There are certain standards of behaviour for children deemed appropriate for practically every aspect of their lives but there is one form of etiquette that few adults know, let alone children. This came to light recently amid claims in Scotland that tourists had been having picnics on a war grave and many people were extremely upset about it.
The most common reason for people to visit cemeteries is for funerals and to visit their deceased loved ones. However, there are also people researching headstones or occasionally walking through burial grounds just passing through or sometimes to sit in a peaceful place. So what is the correct etiquette for burial grounds or cemeteries or burial grounds?
It’s not always clear what behaviour is appropriate.
Recently in Wimbledon, South London, at the invitation of St. Mary’s Church, car owners parked their cars between the headstones which enraged locals and some residents are concerned that burial grounds will become self-appointed playgrounds for children. The church charged £20 per day for tennis fans to park in the cemetery stating that since the graves were in excess of 200 years old there would be no living relatives to be offended. However, given the reaction of the general public the scheme was short lived!

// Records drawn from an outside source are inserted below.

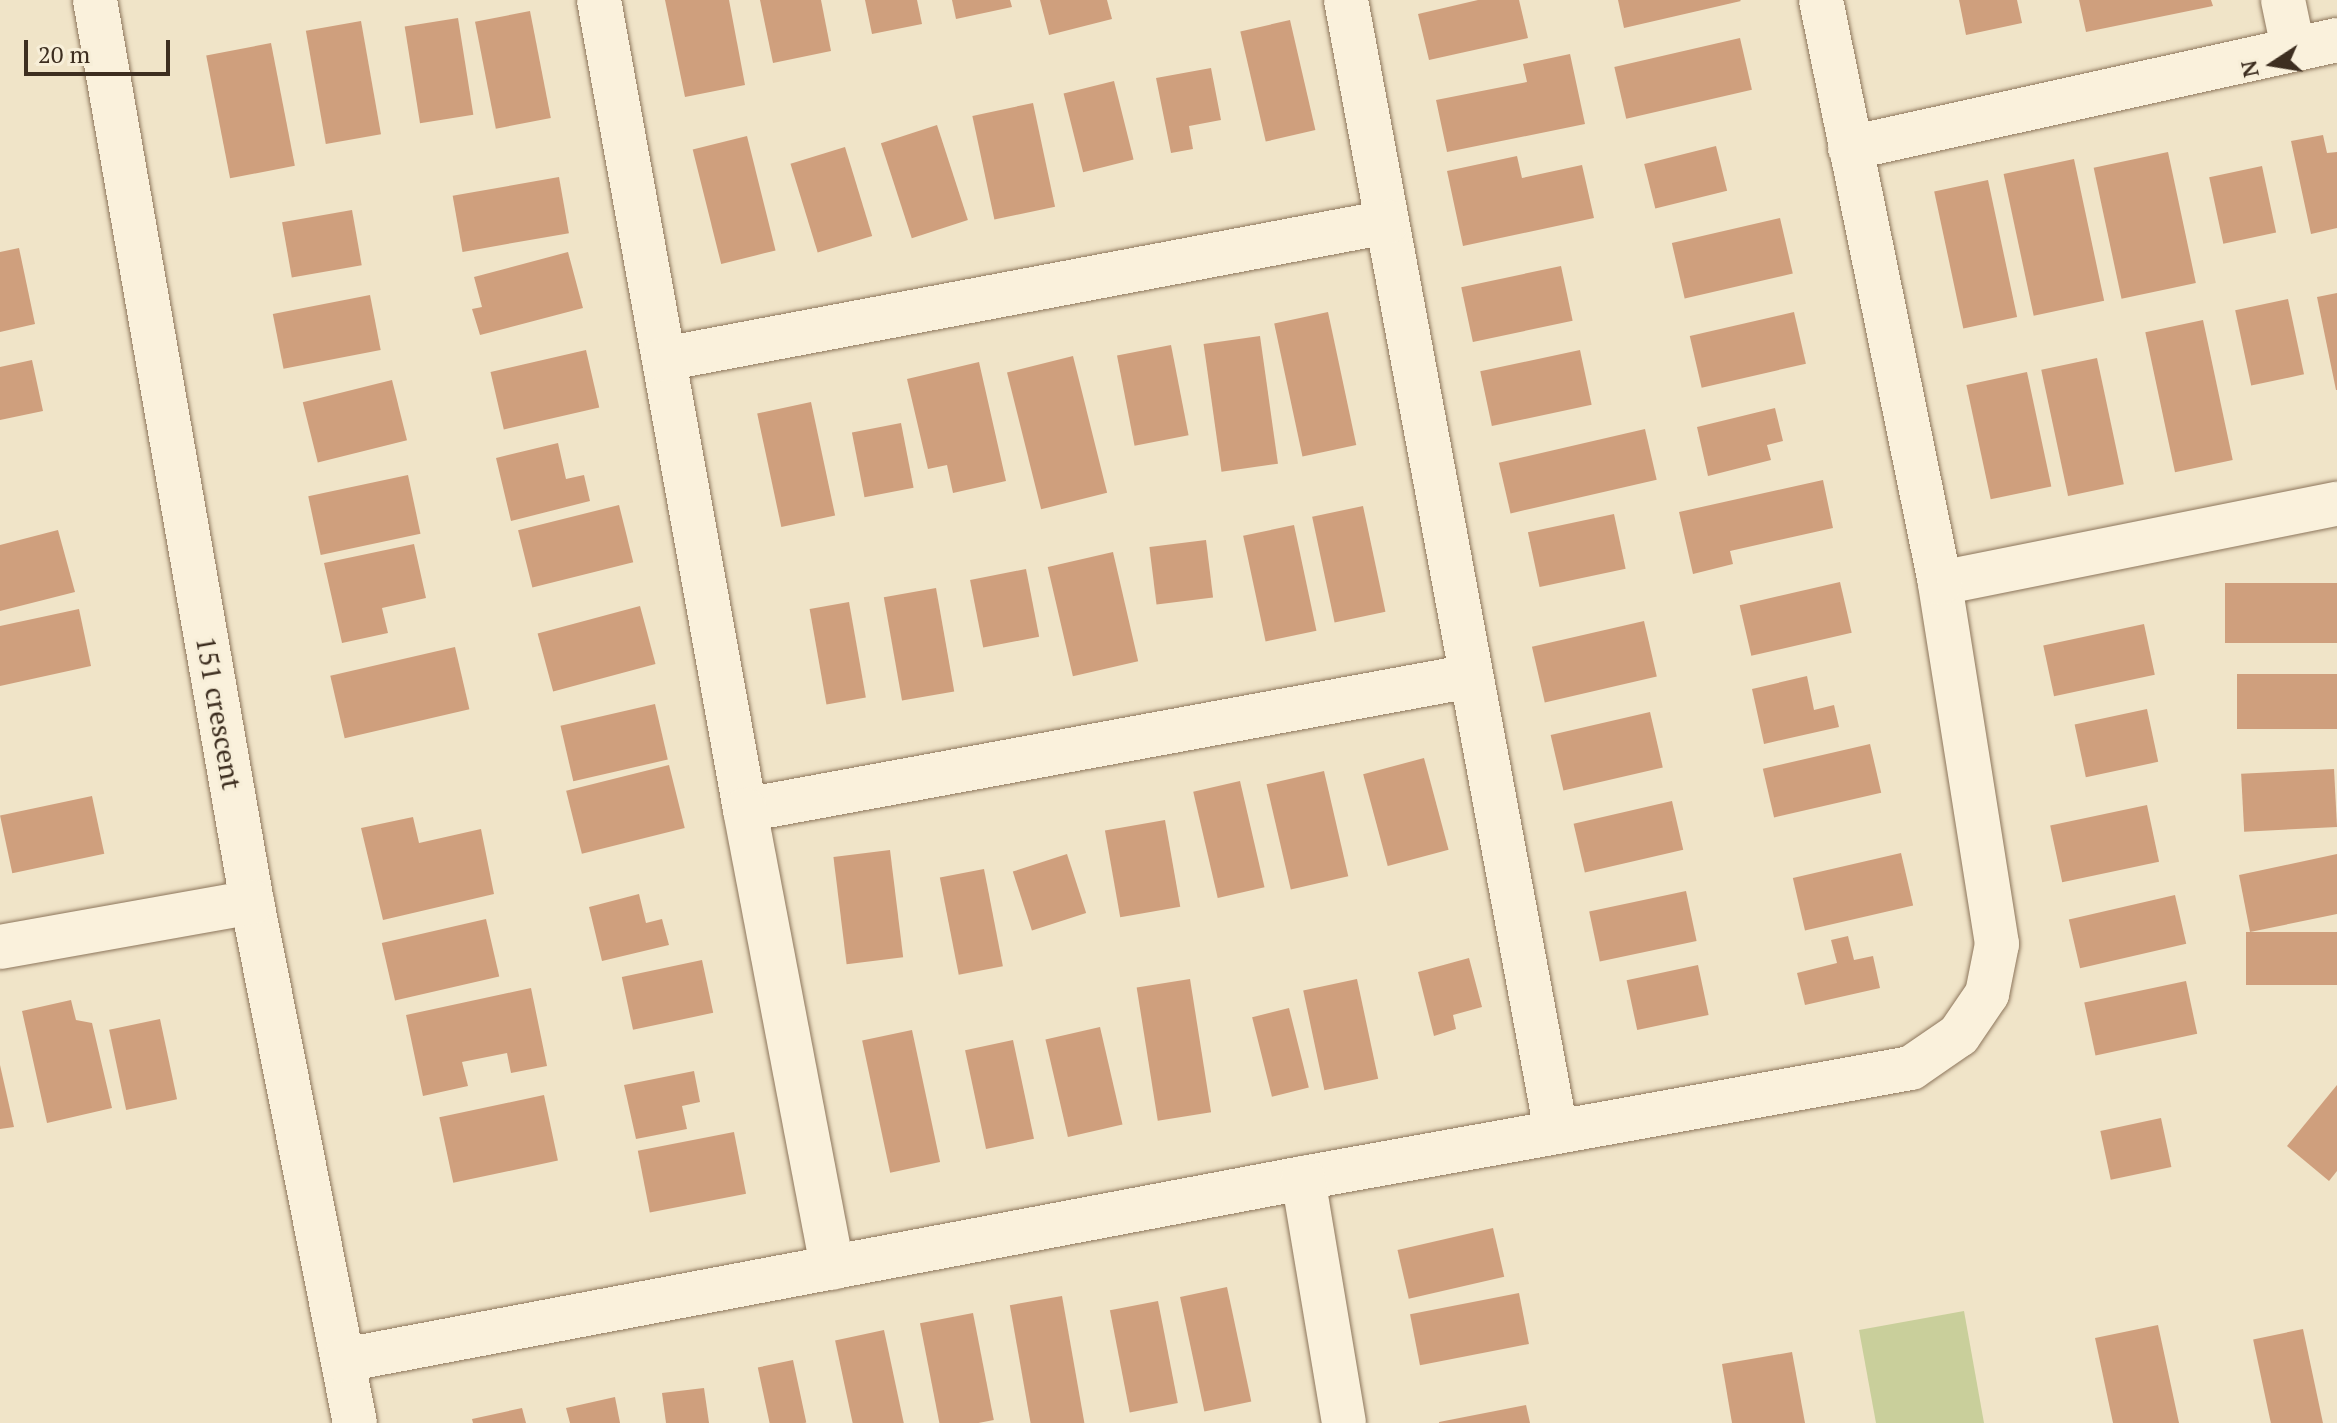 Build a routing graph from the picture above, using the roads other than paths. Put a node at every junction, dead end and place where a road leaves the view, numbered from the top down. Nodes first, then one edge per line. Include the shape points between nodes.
1 (95, 0) edge
2 (599, 0) edge
3 (1346, 0) edge
4 (1821, 0) edge
5 (2283, 0) edge
6 (2337, 40) edge
7 (2293, 48) junction
8 (1850, 148) junction
9 (1387, 222) junction
10 (664, 359) junction
11 (2337, 504) edge
12 (1940, 583) junction
13 (1471, 676) junction
14 (745, 810) junction
15 (252, 902) junction
16 (0, 947) edge
17 (1556, 1131) junction
18 (1303, 1178) junction
19 (832, 1268) junction
20 (344, 1360) junction
21 (355, 1423) edge
22 (1344, 1423) edge

1 - 15 street, 151 crescent
2 - 10 street
3 - 9 street
4 - 8 street
5 - 7 street
6 - 7 street
7 - 8 street
8 - 12 street
9 - 10 street
9 - 13 street
10 - 14 street
11 - 12 street
12 - 17 street via 1997,944 1987,994 1959,1035 1911,1068
13 - 14 street
13 - 17 street
14 - 19 street
15 - 16 street
15 - 20 street, 151 crescent
17 - 18 street
18 - 19 street
18 - 22 street
19 - 20 street
20 - 21 street, 151 crescent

Etiquette for Burial Grounds
Burial ground etiquette is defined by a number of things including local and national law, common sense and convention.

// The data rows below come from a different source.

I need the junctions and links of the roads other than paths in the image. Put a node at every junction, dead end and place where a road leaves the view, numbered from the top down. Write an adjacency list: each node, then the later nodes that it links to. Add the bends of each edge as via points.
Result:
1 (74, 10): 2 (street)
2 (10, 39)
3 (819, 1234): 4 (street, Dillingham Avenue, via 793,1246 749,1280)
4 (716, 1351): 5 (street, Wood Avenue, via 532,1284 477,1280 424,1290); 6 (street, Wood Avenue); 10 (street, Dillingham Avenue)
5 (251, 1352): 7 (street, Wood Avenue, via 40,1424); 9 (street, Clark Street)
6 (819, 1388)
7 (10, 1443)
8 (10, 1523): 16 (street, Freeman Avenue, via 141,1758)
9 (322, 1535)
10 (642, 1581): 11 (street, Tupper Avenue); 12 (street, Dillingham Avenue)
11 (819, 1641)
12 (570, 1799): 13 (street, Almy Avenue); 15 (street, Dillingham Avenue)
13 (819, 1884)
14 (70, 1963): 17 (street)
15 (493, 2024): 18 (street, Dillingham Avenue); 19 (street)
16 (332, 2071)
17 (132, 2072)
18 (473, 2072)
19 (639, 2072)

Governed by the Local Cemeteries Order (1977) of England, Scotland and Wales there is some legislation related to conduct. This includes creating a disturbance in a churchyard, committing a nuisance, wilfully interfering with burials or graves, or playing games or sports, all of which will incur a fine if proven. However, few members of the public realise they can be fined for these offensive activities and in some cases local laws (by-laws) can confuse the issue as they may be different depending on where you are in the country.
Nevertheless, most people have a basic understanding that respect should be shown whether you are a relative mourning a loved one or just a visitor to the cemetery for some other purpose. Unruly children
According to Peter Francis from the CWGC (Commonwealth War Graves Commission) behaviour in graveyards is mostly a matter of common sense. It’s expected that visitors will show respect, dignity and behave responsibly.
How children should not behave in burial grounds
It is inappropriate for children to play football in a cemetery or have a picnic for that matter, and whilst certain behaviour might be expected, many people do not know this or choose to ignore it. The CWGC wants to organise visits for schoolchildren to attend graveyards but few people are in favour of the plan.
Children should not chase each other round or climb over headstones. If they are there they should be encouraged to study the graves as a mark of remembrance or to learn something about history. The headstone or plaque represents a commemoration of a person’s life and children should be made aware of this.
The same code of conduct applies whether or not the churchyard is well kept or in disrepair, no matter how old the graves are.